Ольф открыл журнал с последней статьей Дубровина, стал еще раз просматривать ее и восхищенно покачал головой:

— Ты только взгляни, какая работа мысли! Это тебе не Шумилов. Все четко, ясно, отточенно, ничего лишнего. Вся статья-то четыре странички, а ведь Шумилов наверняка сделал бы из этого по меньшей мере четырнадцать!

— Да ладно тебе, — недовольно сказал Дмитрий. — Человек ему добро делает, а он же его и облаивает.

— Да нет, я не о том, — отмахнулся Ольф. — Ведь недаром говорят, что стиль — это человек. А ты сравни стиль Дубровина и стиль Шумилова. Это же небо и земля!

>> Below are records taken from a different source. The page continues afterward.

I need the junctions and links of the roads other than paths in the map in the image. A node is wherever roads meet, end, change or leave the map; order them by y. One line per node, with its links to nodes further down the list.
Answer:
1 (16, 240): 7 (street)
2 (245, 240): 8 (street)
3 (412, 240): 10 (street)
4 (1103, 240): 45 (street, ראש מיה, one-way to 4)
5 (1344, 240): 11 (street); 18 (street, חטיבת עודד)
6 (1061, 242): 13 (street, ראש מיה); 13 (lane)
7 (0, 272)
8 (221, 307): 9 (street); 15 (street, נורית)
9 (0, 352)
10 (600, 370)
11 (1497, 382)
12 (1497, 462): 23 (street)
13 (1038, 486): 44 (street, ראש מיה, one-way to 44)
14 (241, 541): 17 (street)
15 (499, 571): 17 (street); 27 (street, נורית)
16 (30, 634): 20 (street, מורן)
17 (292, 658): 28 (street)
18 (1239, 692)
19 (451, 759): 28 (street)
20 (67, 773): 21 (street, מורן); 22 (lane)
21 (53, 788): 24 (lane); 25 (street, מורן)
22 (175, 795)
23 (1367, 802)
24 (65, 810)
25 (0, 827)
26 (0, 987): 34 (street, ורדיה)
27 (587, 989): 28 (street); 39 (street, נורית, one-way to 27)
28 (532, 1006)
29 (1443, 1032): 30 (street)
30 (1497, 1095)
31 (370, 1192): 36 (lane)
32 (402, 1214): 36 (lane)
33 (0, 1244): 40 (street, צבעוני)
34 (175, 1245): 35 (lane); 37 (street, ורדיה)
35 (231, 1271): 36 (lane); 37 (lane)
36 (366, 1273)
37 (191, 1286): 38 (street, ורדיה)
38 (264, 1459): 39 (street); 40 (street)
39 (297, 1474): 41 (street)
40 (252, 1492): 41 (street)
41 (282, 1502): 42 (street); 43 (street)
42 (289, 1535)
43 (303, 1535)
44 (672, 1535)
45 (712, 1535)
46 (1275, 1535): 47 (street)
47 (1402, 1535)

Дубровин оказался худым большеголовым человеком невысокого роста с нездоровым отечным лицом и изрядной плешью. Он прихрамывал, но ходил быстро, по-птичьи припадая на больную ногу. Кабинет его был обставлен прямо-таки по-спартански — простой стол, жесткие стулья и потрескавшаяся во многих местах доска в грязно-белых меловых разводах.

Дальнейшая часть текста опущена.